Boosting elemental mercury capture via an iodine-mediated pathway over a ternary BiOI-MnOx-TiO2 catalyst

Abstract

Elemental mercury (Hg⁰) emission from coal combustion flue gas poses significant environmental and health risks due to its high volatility, persistence, and toxicity. In this study, a novel ternary BiOI-MnO_x-TiO₂ (BiMnTi) composite catalyst was successfully synthesized via a simple three-step method for efficient Hg⁰ removal under dark conditions. The composite catalysts were characterized by SEM-EDS, HRTEM, XRD, H₂-TPR, N₂ adsorption–desorption, FTIR, XPS, and EPR. The BiOI-MnO_x-TiO₂ composite exhibited superior Hg⁰ removal efficiency (>97%) over a wide temperature range of 50–200 °C, and showed excellent resistance to SO₂ and NO poisoning.
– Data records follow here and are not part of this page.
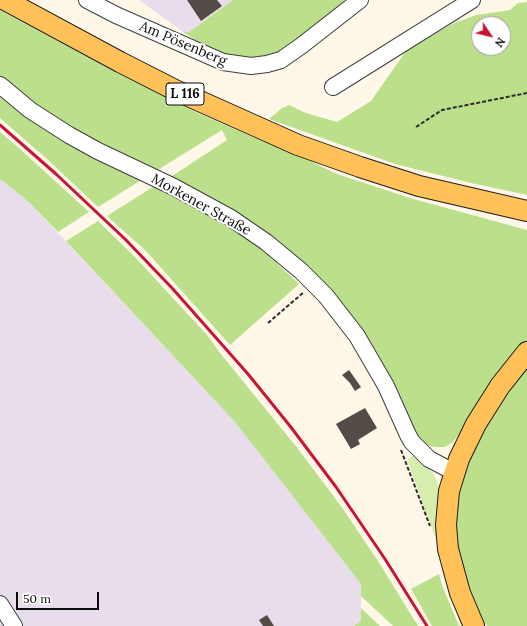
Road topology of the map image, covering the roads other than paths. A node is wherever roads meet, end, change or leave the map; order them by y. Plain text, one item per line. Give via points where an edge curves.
1 (5, 0) edge
2 (88, 0) edge
3 (360, 0) edge
4 (472, 0) edge
5 (0, 85) edge
6 (333, 86) dead end
7 (502, 206) junction
8 (527, 211) edge
9 (527, 220) edge
10 (527, 352) edge
11 (454, 472) junction
12 (0, 604) edge
13 (14, 626) edge
14 (474, 626) edge

1 - 7 main road, L 116 via 149,77 273,134 389,177
2 - 3 street, Am Pösenberg via 223,62 251,66 281,60
4 - 6 street
5 - 11 street, Morkener Straße via 30,110 69,135 231,218 278,252 314,283 343,316 386,386 412,442 429,459
7 - 8 main road, L 116
7 - 9 main road, L 116
10 - 11 main road via 482,414
11 - 14 main road via 447,509 448,549 460,593
12 - 13 street

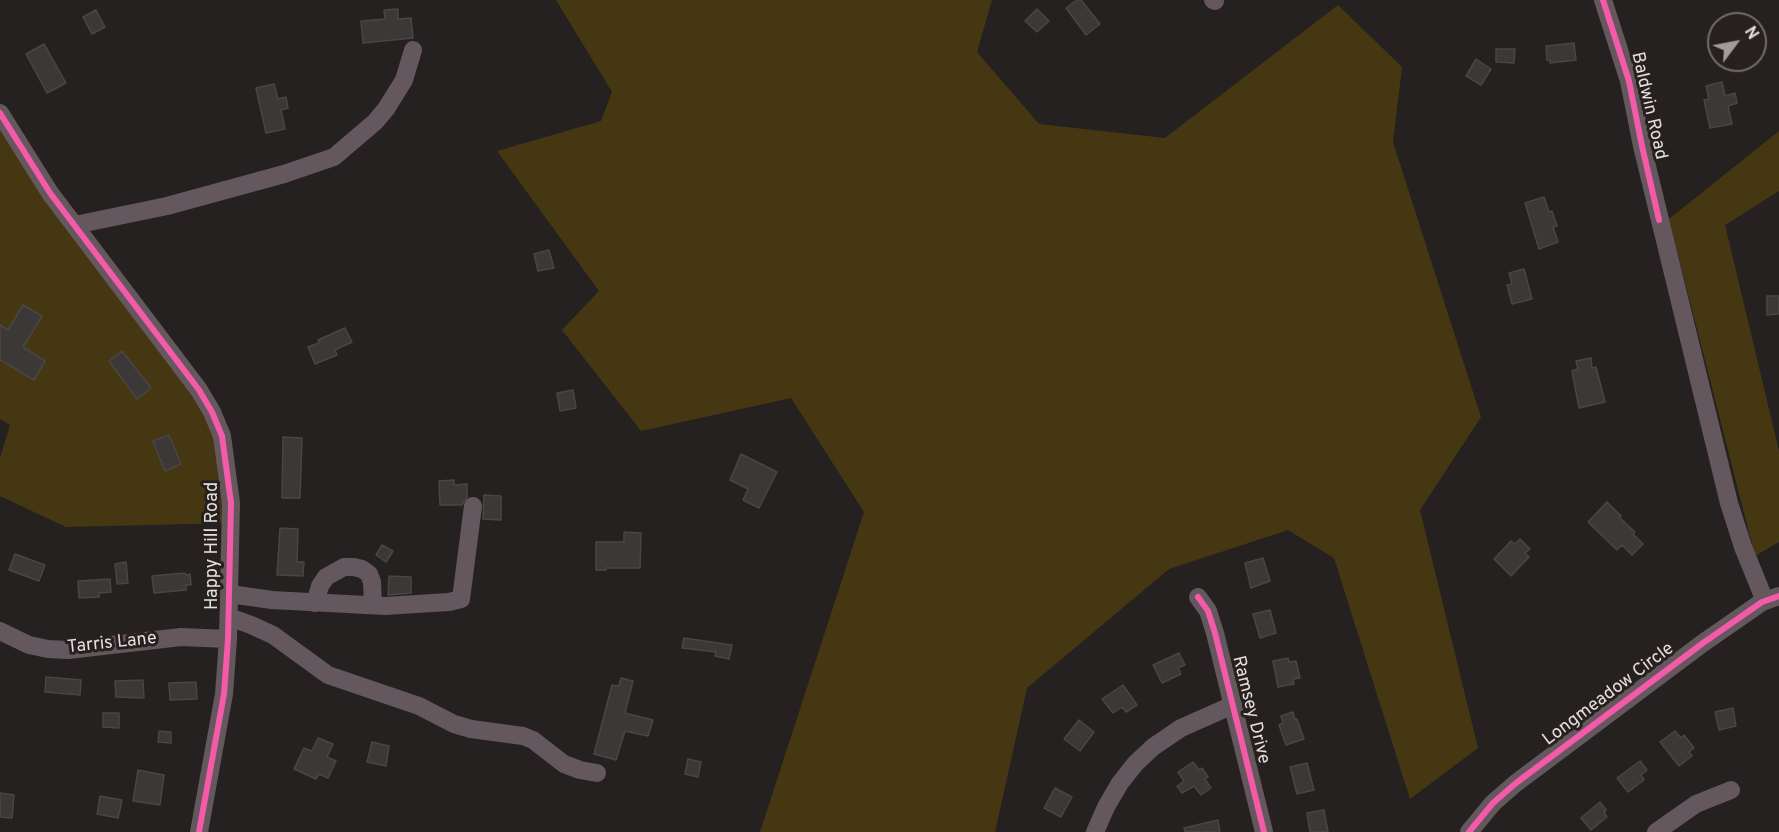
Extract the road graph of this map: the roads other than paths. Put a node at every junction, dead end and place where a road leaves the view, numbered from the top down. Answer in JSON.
{"nodes":[{"id":1,"x":1603,"y":0,"type":"edge"},
{"id":2,"x":413,"y":50,"type":"dead end"},
{"id":3,"x":0,"y":113,"type":"edge"},
{"id":4,"x":75,"y":225,"type":"junction"},
{"id":5,"x":473,"y":506,"type":"dead end"},
{"id":6,"x":230,"y":594,"type":"junction"},
{"id":7,"x":1198,"y":597,"type":"dead end"},
{"id":8,"x":1772,"y":598,"type":"edge"},
{"id":9,"x":315,"y":603,"type":"junction"},
{"id":10,"x":373,"y":605,"type":"junction"},
{"id":11,"x":229,"y":617,"type":"junction"},
{"id":12,"x":0,"y":631,"type":"edge"},
{"id":13,"x":228,"y":639,"type":"junction"},
{"id":14,"x":1233,"y":705,"type":"junction"},
{"id":15,"x":597,"y":773,"type":"dead end"},
{"id":16,"x":1731,"y":790,"type":"dead end"},
{"id":17,"x":199,"y":832,"type":"edge"},
{"id":18,"x":1095,"y":832,"type":"edge"},
{"id":19,"x":1264,"y":832,"type":"edge"},
{"id":20,"x":1468,"y":832,"type":"edge"},
{"id":21,"x":1656,"y":832,"type":"edge"}],
"edges":[{"from":1,"to":8,"type":"street","name":"Baldwin Road"},
{"from":2,"to":4,"type":"street"},
{"from":3,"to":4,"type":"street","name":"Happy Hill Road"},
{"from":4,"to":6,"type":"street","name":"Happy Hill Road"},
{"from":5,"to":10,"type":"street"},
{"from":6,"to":9,"type":"street"},
{"from":6,"to":11,"type":"street","name":"Happy Hill Road"},
{"from":7,"to":14,"type":"street","name":"Ramsey Drive"},
{"from":8,"to":20,"type":"street","name":"Longmeadow Circle"},
{"from":9,"to":10,"type":"street"},
{"from":9,"to":10,"type":"street"},
{"from":11,"to":13,"type":"street","name":"Happy Hill Road"},
{"from":11,"to":15,"type":"street"},
{"from":12,"to":13,"type":"street","name":"Tarris Lane"},
{"from":13,"to":17,"type":"street","name":"Happy Hill Road"},
{"from":14,"to":18,"type":"street"},
{"from":14,"to":19,"type":"street","name":"Ramsey Drive"},
{"from":16,"to":21,"type":"street"}]}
Characterization results confirmed that the introduction of BiOI effectively increased the proportion of Mn⁴⁺ content and surface chemisorbed oxygen (O_β) and promoted the formation of oxygen vacancies. XPS and H₂-TPR analyses further demonstrated enhanced electron transfer between BiOI and MnO_x-TiO₂, as well as improved redox properties. Mechanistic studies revealed that the synergistic interaction between BiOI and MnO_x-TiO₂ facilitated electron transfer at the interface, promoting the oxidation of I⁻ to active iodine species, which subsequently reacted with adsorbed Hg⁰ to form stable HgI₂. This work provides a promising strategy for designing efficient and sulfur-resistant catalysts for Hg⁰ removal in non-photocatalytic environments.